Exercise aim: Which lines in the listing below contain the word "pinky"? Copy each one.
--
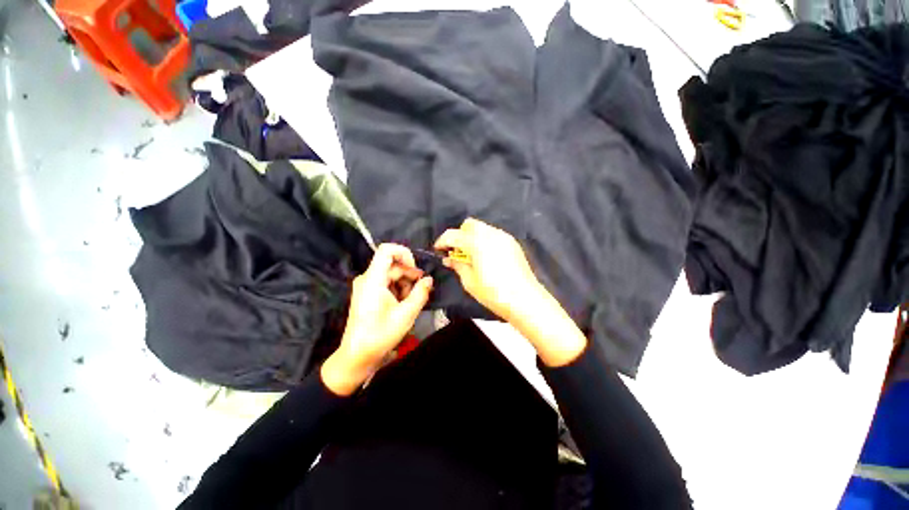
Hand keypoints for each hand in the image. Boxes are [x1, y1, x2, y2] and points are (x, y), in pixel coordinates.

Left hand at [321, 244, 432, 395]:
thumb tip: (429, 280)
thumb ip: (421, 293)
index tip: (416, 270)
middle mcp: (368, 278)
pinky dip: (398, 290)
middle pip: (393, 265)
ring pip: (391, 275)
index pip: (387, 250)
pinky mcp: (368, 294)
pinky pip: (386, 283)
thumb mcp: (407, 314)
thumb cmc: (381, 335)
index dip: (405, 254)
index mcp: (373, 279)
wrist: (357, 356)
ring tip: (412, 302)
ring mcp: (366, 286)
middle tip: (421, 291)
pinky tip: (404, 304)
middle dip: (410, 275)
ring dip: (405, 285)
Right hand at [435, 218, 586, 366]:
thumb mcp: (469, 281)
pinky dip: (485, 240)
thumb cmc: (493, 293)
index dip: (442, 241)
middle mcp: (490, 234)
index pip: (453, 234)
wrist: (525, 299)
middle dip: (459, 234)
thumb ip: (458, 265)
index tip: (438, 250)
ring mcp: (503, 237)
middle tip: (457, 251)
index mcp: (477, 243)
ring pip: (482, 228)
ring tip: (472, 255)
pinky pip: (493, 234)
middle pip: (469, 224)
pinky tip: (486, 256)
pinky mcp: (512, 243)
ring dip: (472, 236)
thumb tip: (449, 258)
--
Response:
pinky dip: (398, 290)
pinky mcp: (368, 294)
pinky pip: (386, 283)
pinky tip: (404, 304)
pinky dip: (485, 240)
pinky pip: (493, 234)
pinky tip: (486, 256)
pinky mcp: (512, 243)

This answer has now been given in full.